*Exercise instructions*.
What is needed here is every entry, retyped exactly.

(Dataset records)
Start of Block

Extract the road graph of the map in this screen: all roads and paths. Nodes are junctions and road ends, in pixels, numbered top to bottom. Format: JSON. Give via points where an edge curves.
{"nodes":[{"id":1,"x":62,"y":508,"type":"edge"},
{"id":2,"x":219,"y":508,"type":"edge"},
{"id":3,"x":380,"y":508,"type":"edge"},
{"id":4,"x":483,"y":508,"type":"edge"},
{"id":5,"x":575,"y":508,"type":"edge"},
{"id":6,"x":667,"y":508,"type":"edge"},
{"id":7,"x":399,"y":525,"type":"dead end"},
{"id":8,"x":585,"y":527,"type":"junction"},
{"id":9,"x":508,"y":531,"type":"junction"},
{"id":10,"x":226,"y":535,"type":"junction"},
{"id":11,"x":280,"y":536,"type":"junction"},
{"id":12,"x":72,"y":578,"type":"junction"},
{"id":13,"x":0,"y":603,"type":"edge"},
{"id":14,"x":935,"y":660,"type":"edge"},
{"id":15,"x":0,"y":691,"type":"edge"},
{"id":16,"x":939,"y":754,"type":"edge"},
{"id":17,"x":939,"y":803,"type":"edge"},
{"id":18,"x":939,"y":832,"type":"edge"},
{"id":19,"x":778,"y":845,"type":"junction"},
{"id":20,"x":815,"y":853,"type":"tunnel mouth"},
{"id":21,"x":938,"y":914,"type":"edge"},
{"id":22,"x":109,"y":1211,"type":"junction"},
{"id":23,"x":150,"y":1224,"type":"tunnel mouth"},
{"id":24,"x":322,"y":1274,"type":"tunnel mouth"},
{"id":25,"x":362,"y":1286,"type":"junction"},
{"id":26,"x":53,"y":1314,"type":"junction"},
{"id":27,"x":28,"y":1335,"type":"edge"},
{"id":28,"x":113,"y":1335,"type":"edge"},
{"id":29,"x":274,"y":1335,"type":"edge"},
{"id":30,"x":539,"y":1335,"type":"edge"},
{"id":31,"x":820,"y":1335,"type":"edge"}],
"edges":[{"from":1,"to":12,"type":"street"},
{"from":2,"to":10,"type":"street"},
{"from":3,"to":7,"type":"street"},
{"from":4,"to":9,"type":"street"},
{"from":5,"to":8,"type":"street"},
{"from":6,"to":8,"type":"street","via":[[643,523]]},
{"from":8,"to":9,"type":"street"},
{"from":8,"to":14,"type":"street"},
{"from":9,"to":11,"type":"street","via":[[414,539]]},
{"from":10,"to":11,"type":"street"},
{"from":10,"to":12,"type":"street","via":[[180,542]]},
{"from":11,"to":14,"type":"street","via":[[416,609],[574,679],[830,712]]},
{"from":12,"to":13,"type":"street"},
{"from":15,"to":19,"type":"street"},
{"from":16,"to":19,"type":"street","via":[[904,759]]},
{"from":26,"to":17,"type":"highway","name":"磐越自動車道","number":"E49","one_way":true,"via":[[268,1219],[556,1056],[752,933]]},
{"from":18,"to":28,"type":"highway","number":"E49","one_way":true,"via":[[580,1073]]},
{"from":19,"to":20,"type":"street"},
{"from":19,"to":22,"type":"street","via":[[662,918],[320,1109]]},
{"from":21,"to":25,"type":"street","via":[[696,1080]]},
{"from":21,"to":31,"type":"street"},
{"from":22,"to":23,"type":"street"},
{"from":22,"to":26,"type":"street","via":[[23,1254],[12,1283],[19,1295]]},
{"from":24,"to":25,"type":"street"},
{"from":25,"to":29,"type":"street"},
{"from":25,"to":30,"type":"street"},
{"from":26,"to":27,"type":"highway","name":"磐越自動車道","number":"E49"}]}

End of Block

*Answer to this exercise*.
Extract the road graph of the map in this screen: all roads and paths. Nodes are junctions and road ends, in pixels, numbered top to bottom. Format: JSON. Give via points where an edge curves.
{"nodes":[{"id":1,"x":62,"y":508,"type":"edge"},
{"id":2,"x":219,"y":508,"type":"edge"},
{"id":3,"x":380,"y":508,"type":"edge"},
{"id":4,"x":483,"y":508,"type":"edge"},
{"id":5,"x":575,"y":508,"type":"edge"},
{"id":6,"x":667,"y":508,"type":"edge"},
{"id":7,"x":399,"y":525,"type":"dead end"},
{"id":8,"x":585,"y":527,"type":"junction"},
{"id":9,"x":508,"y":531,"type":"junction"},
{"id":10,"x":226,"y":535,"type":"junction"},
{"id":11,"x":280,"y":536,"type":"junction"},
{"id":12,"x":72,"y":578,"type":"junction"},
{"id":13,"x":0,"y":603,"type":"edge"},
{"id":14,"x":935,"y":660,"type":"edge"},
{"id":15,"x":0,"y":691,"type":"edge"},
{"id":16,"x":939,"y":754,"type":"edge"},
{"id":17,"x":939,"y":803,"type":"edge"},
{"id":18,"x":939,"y":832,"type":"edge"},
{"id":19,"x":778,"y":845,"type":"junction"},
{"id":20,"x":815,"y":853,"type":"tunnel mouth"},
{"id":21,"x":938,"y":914,"type":"edge"},
{"id":22,"x":109,"y":1211,"type":"junction"},
{"id":23,"x":150,"y":1224,"type":"tunnel mouth"},
{"id":24,"x":322,"y":1274,"type":"tunnel mouth"},
{"id":25,"x":362,"y":1286,"type":"junction"},
{"id":26,"x":53,"y":1314,"type":"junction"},
{"id":27,"x":28,"y":1335,"type":"edge"},
{"id":28,"x":113,"y":1335,"type":"edge"},
{"id":29,"x":274,"y":1335,"type":"edge"},
{"id":30,"x":539,"y":1335,"type":"edge"},
{"id":31,"x":820,"y":1335,"type":"edge"}],
"edges":[{"from":1,"to":12,"type":"street"},
{"from":2,"to":10,"type":"street"},
{"from":3,"to":7,"type":"street"},
{"from":4,"to":9,"type":"street"},
{"from":5,"to":8,"type":"street"},
{"from":6,"to":8,"type":"street","via":[[643,523]]},
{"from":8,"to":9,"type":"street"},
{"from":8,"to":14,"type":"street"},
{"from":9,"to":11,"type":"street","via":[[414,539]]},
{"from":10,"to":11,"type":"street"},
{"from":10,"to":12,"type":"street","via":[[180,542]]},
{"from":11,"to":14,"type":"street","via":[[416,609],[574,679],[830,712]]},
{"from":12,"to":13,"type":"street"},
{"from":15,"to":19,"type":"street"},
{"from":16,"to":19,"type":"street","via":[[904,759]]},
{"from":26,"to":17,"type":"highway","name":"磐越自動車道","number":"E49","one_way":true,"via":[[268,1219],[556,1056],[752,933]]},
{"from":18,"to":28,"type":"highway","number":"E49","one_way":true,"via":[[580,1073]]},
{"from":19,"to":20,"type":"street"},
{"from":19,"to":22,"type":"street","via":[[662,918],[320,1109]]},
{"from":21,"to":25,"type":"street","via":[[696,1080]]},
{"from":21,"to":31,"type":"street"},
{"from":22,"to":23,"type":"street"},
{"from":22,"to":26,"type":"street","via":[[23,1254],[12,1283],[19,1295]]},
{"from":24,"to":25,"type":"street"},
{"from":25,"to":29,"type":"street"},
{"from":25,"to":30,"type":"street"},
{"from":26,"to":27,"type":"highway","name":"磐越自動車道","number":"E49"}]}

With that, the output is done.